**AIM OF THE EXERCISE**. Go through the lines below and copy each one that holds the string "main".

*** Opening DATA LISTING ***

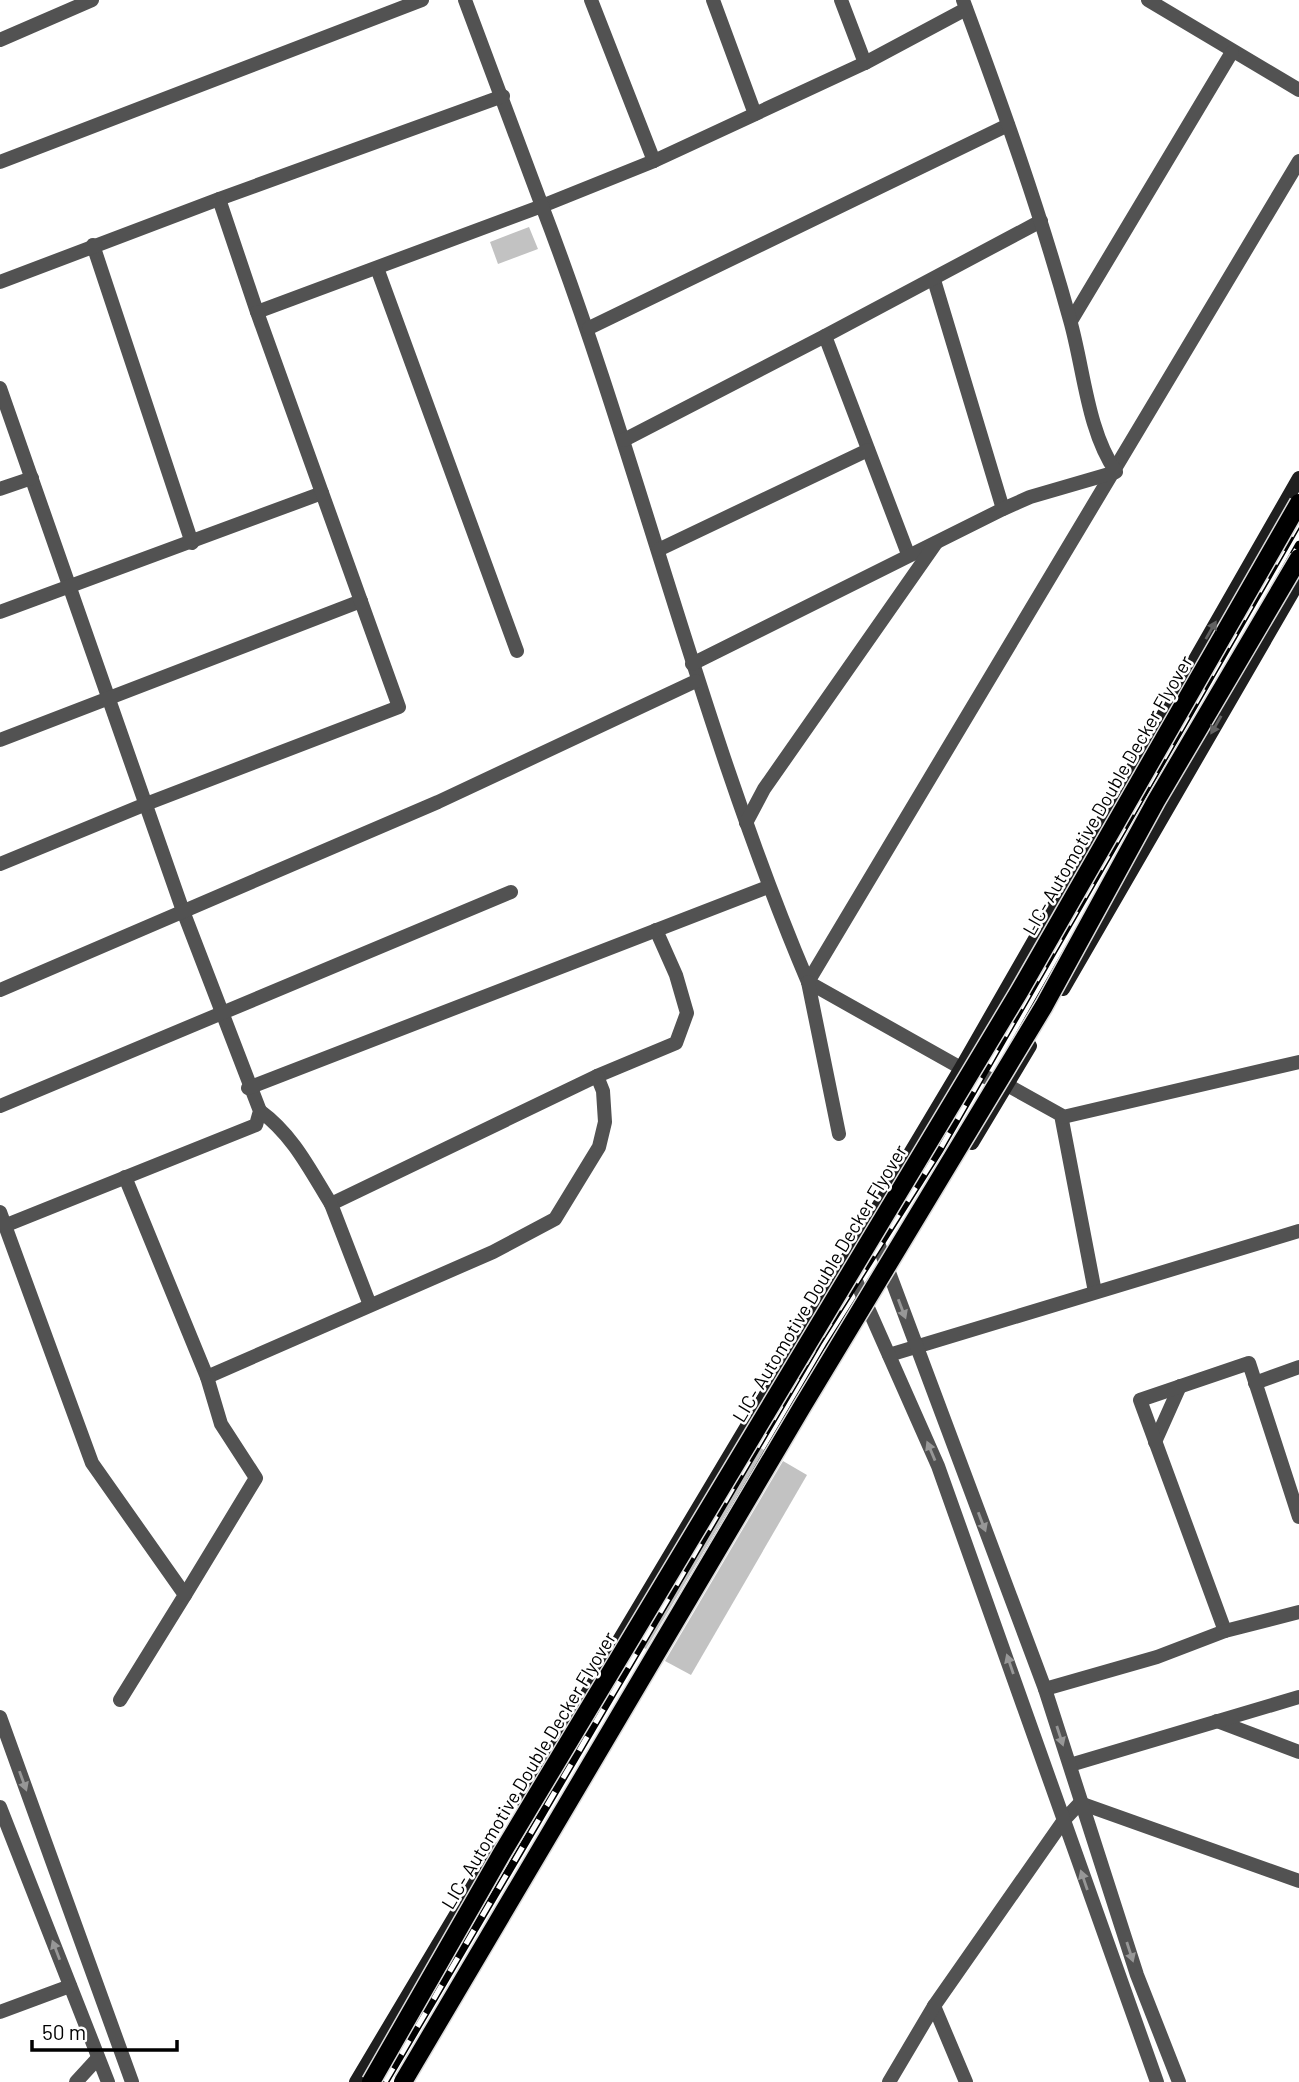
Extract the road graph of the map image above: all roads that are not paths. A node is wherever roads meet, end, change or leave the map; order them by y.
1 (92, 0) edge
2 (422, 0) edge
3 (465, 0) edge
4 (591, 0) edge
5 (713, 0) edge
6 (841, 0) edge
7 (1148, 0) edge
8 (965, 4) edge
9 (0, 40) edge
10 (1232, 52) junction
11 (865, 63) junction
12 (1299, 90) edge
13 (503, 96) junction
14 (755, 114) junction
15 (1008, 125) junction
16 (654, 161) junction
17 (0, 162) edge
18 (1299, 162) edge
19 (219, 199) junction
20 (542, 206) junction
21 (1041, 221) junction
22 (93, 245) junction
23 (377, 268) junction
24 (934, 280) junction
25 (0, 282) edge
26 (257, 312) junction
27 (1071, 321) junction
28 (589, 328) junction
29 (825, 336) junction
30 (0, 388) edge
31 (624, 440) junction
32 (868, 450) junction
33 (1116, 472) junction
34 (32, 478) junction
35 (1299, 478) edge
36 (0, 489) edge
37 (322, 493) junction
38 (1299, 503) edge
39 (1003, 509) junction
40 (937, 541) junction
41 (192, 543) junction
42 (657, 550) junction
43 (908, 554) junction
44 (1299, 558) edge
45 (1299, 582) edge
46 (69, 587) junction
47 (361, 601) junction
48 (0, 611) edge
49 (517, 652) dead end
50 (692, 664) junction
51 (696, 681) junction
52 (110, 699) junction
53 (0, 740) edge
54 (146, 804) junction
55 (746, 823) junction
56 (0, 864) edge
57 (768, 887) junction
58 (511, 892) dead end
59 (183, 911) junction
60 (656, 930) junction
61 (808, 982) junction
62 (0, 990) edge
63 (221, 1014) junction
64 (1299, 1062) edge
65 (961, 1068) junction
66 (597, 1076) junction
67 (1007, 1085) junction
68 (248, 1088) junction
69 (0, 1106) edge
70 (260, 1111) junction
71 (1063, 1117) junction
72 (839, 1134) dead end
73 (125, 1177) junction
74 (331, 1204) junction
75 (2, 1219) edge
76 (870, 1222) junction
77 (1299, 1231) edge
78 (847, 1260) junction
79 (890, 1276) junction
80 (1095, 1292) junction
81 (370, 1305) junction
82 (869, 1309) junction
83 (917, 1346) junction
84 (890, 1355) junction
85 (1299, 1367) edge
86 (207, 1377) junction
87 (1255, 1383) junction
88 (1180, 1386) junction
89 (1155, 1442) junction
90 (1299, 1517) edge
91 (185, 1595) junction
92 (1299, 1612) edge
93 (1225, 1631) junction
94 (1045, 1689) junction
95 (1299, 1697) edge
96 (120, 1700) dead end
97 (0, 1717) edge
98 (1217, 1721) junction
99 (1299, 1752) edge
100 (1070, 1765) junction
101 (1049, 1773) junction
102 (1080, 1803) junction
103 (0, 1807) edge
104 (1064, 1821) junction
105 (1299, 1881) edge
106 (70, 1986) junction
107 (934, 2006) junction
108 (0, 2012) edge
109 (98, 2058) junction
110 (76, 2082) edge
111 (108, 2082) edge
112 (132, 2082) edge
113 (356, 2082) edge
114 (371, 2082) edge
115 (403, 2082) edge
116 (413, 2082) edge
117 (890, 2082) edge
118 (966, 2082) edge
119 (1157, 2082) edge
120 (1179, 2082) edge

1 - 9 street
2 - 17 street
3 - 13 street
4 - 16 street
5 - 14 street
6 - 11 street
7 - 10 street
8 - 11 street
8 - 15 street
10 - 12 street
10 - 27 street
11 - 14 street
13 - 19 street
13 - 20 street
14 - 16 street
15 - 21 street
15 - 28 street
16 - 20 street
18 - 33 street
19 - 22 street
19 - 26 street
20 - 23 street
20 - 28 street
21 - 24 street
21 - 27 street
22 - 25 street
22 - 41 street
23 - 26 street
23 - 49 street
24 - 29 street
24 - 39 street
26 - 37 street
27 - 33 street
28 - 31 street
29 - 31 street
29 - 32 street
30 - 34 street
31 - 42 street
32 - 42 street
32 - 43 street
33 - 39 street
33 - 61 street
34 - 36 street
34 - 46 street
65 -> 35 main road
37 - 41 street
37 - 47 street
38 - 114 main road, LIC- Automotive Double Decker Flyover, bridge
39 - 40 street
40 - 43 street
40 - 55 street
41 - 46 street
42 - 50 street
43 - 50 street
44 - 115 main road, bridge
45 -> 67 main road
46 - 48 street
46 - 52 street
47 - 52 street
47 - 54 street
50 - 51 street
51 - 55 street
51 - 59 street
52 - 53 street
52 - 54 street
54 - 56 street
54 - 59 street
55 - 57 street
57 - 60 street
57 - 61 street
58 - 63 street
59 - 62 street
59 - 63 street
60 - 66 street
60 - 68 street
61 - 65 street
61 - 72 street
63 - 68 street
63 - 69 street
64 - 71 street
65 - 67 street
65 - 76 main road
66 - 74 street
66 - 81 street
67 - 71 street
67 - 79 main road
68 - 70 street
70 - 73 street
70 - 74 street
71 - 80 street
73 - 75 street
73 - 86 street
74 - 81 street
75 - 91 street
76 - 78 main road
76 - 79 street
77 - 80 street
78 - 82 street
78 - 113 main road
79 - 82 main road
79 -> 83 street
80 - 83 street
81 - 86 street
82 - 84 street
82 - 116 main road
83 - 84 street
83 -> 94 street
101 -> 84 street
85 - 87 street
86 - 91 street
87 - 88 street
87 - 90 street
88 - 89 street
88 - 89 street
89 - 93 street
91 - 96 street
92 - 93 street
93 - 94 street
94 -> 100 street
95 - 98 street
97 -> 112 street
98 - 99 street
98 - 100 street
100 - 101 street
100 - 102 street
101 - 104 street
102 - 104 street
102 - 105 street
102 -> 120 street
106 -> 103 street
104 - 107 street
119 -> 104 street
106 - 108 street
106 - 109 street
107 - 117 street
107 - 118 street
109 - 110 street
109 - 111 street

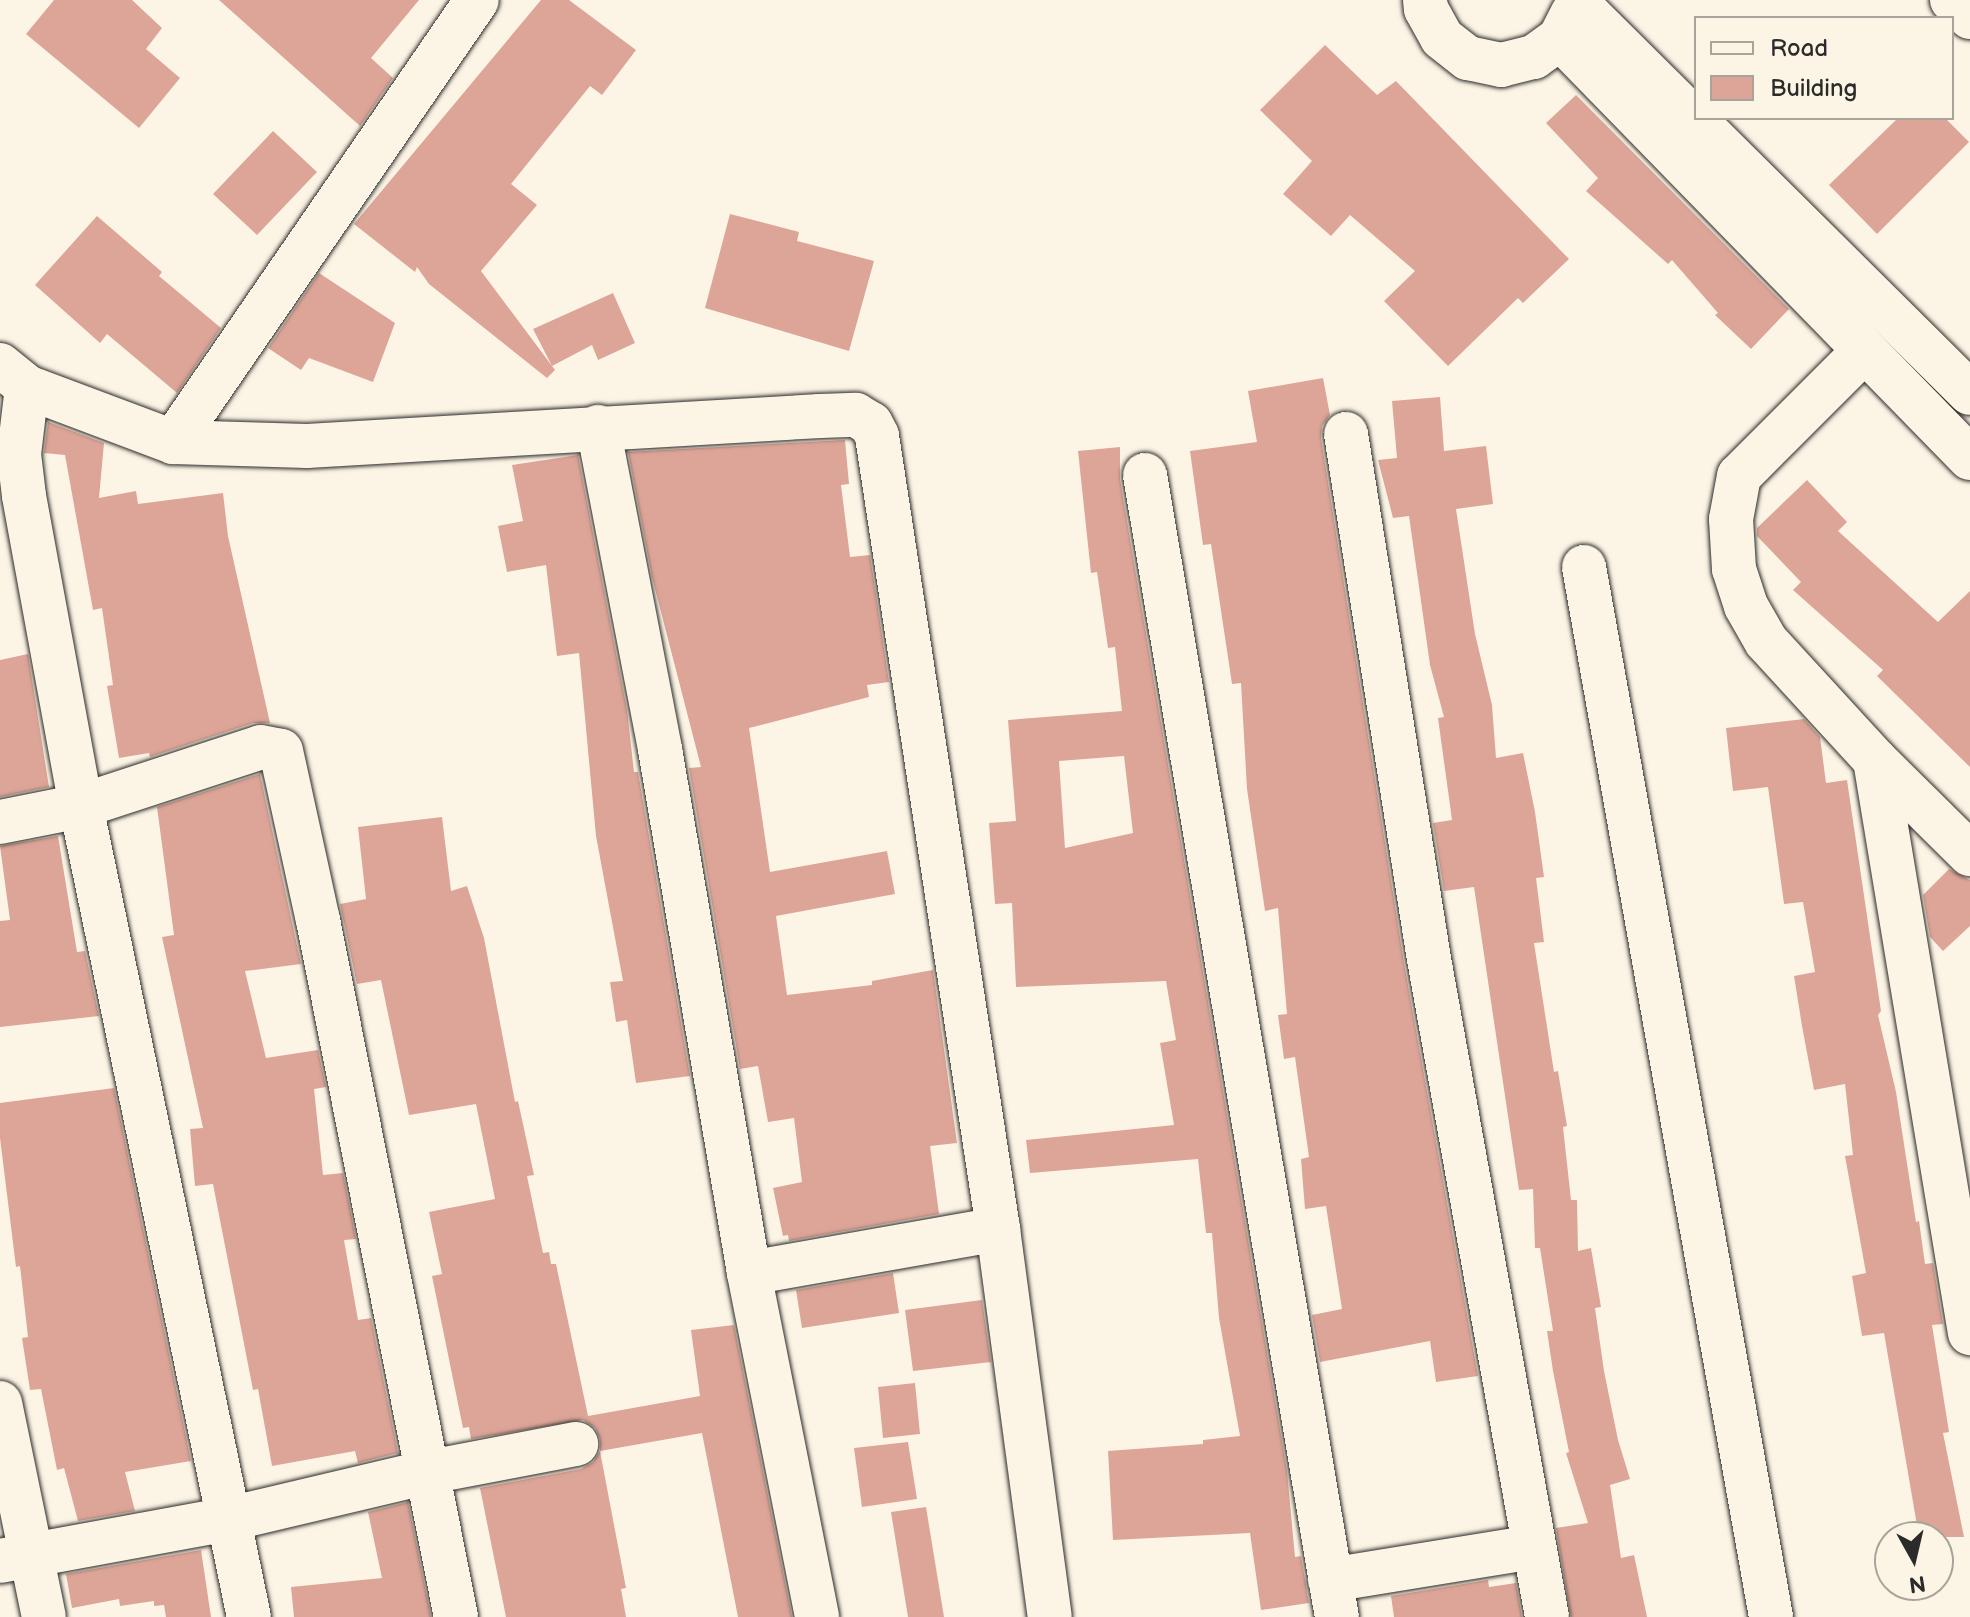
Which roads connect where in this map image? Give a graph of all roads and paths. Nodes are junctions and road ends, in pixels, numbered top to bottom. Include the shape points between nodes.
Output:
1 (477, 0) edge
2 (1425, 0) edge
3 (1952, 0) edge
4 (1572, 14) edge
5 (1970, 17) edge
6 (1863, 352) junction
7 (14, 376) edge
8 (1970, 393) edge
9 (598, 427) junction
10 (1346, 434) dead end
11 (173, 442) junction
12 (1970, 458) edge
13 (1145, 475) dead end
14 (1584, 567) dead end
15 (1875, 760) junction
16 (81, 806) junction
17 (0, 822) edge
18 (1970, 854) edge
19 (998, 1229) junction
20 (749, 1273) junction
21 (1970, 1333) edge
22 (0, 1403) edge
23 (576, 1444) dead end
24 (424, 1473) junction
25 (229, 1519) junction
26 (1533, 1547) junction
27 (16, 1559) edge
28 (1333, 1598) edge
29 (44, 1617) edge
30 (249, 1617) edge
31 (456, 1617) edge
32 (817, 1617) edge
33 (1050, 1617) edge
34 (1547, 1617) edge
35 (1771, 1617) edge

1 - 11 street
2 - 4 street via 1442,38 1468,58 1501,65 1534,57
3 - 5 street
4 - 6 street
4 - 8 street
6 - 12 street
6 - 15 street via 1739,476 1730,545 1738,587 1766,641
7 - 11 street
7 - 16 street via 24,496
9 - 11 street via 307,446
9 - 19 street via 856,415 871,424 877,436
9 - 20 street
10 - 26 street via 1432,974
13 - 28 street
14 - 35 street
15 - 18 street
15 - 21 street
16 - 17 street
16 - 24 street via 213,760 261,747 281,751
16 - 25 street
19 - 20 street
19 - 33 street
20 - 32 street
22 - 27 street
23 - 24 street
24 - 25 street
24 - 31 street
25 - 27 street
25 - 30 street
26 - 28 street
26 - 34 street
27 - 29 street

*** Closing DATA LISTING ***

**YOUR SOLUTION**.
65 -> 35 main road
38 - 114 main road, LIC- Automotive Double Decker Flyover, bridge
44 - 115 main road, bridge
45 -> 67 main road
65 - 76 main road
67 - 79 main road
76 - 78 main road
78 - 113 main road
79 - 82 main road
82 - 116 main road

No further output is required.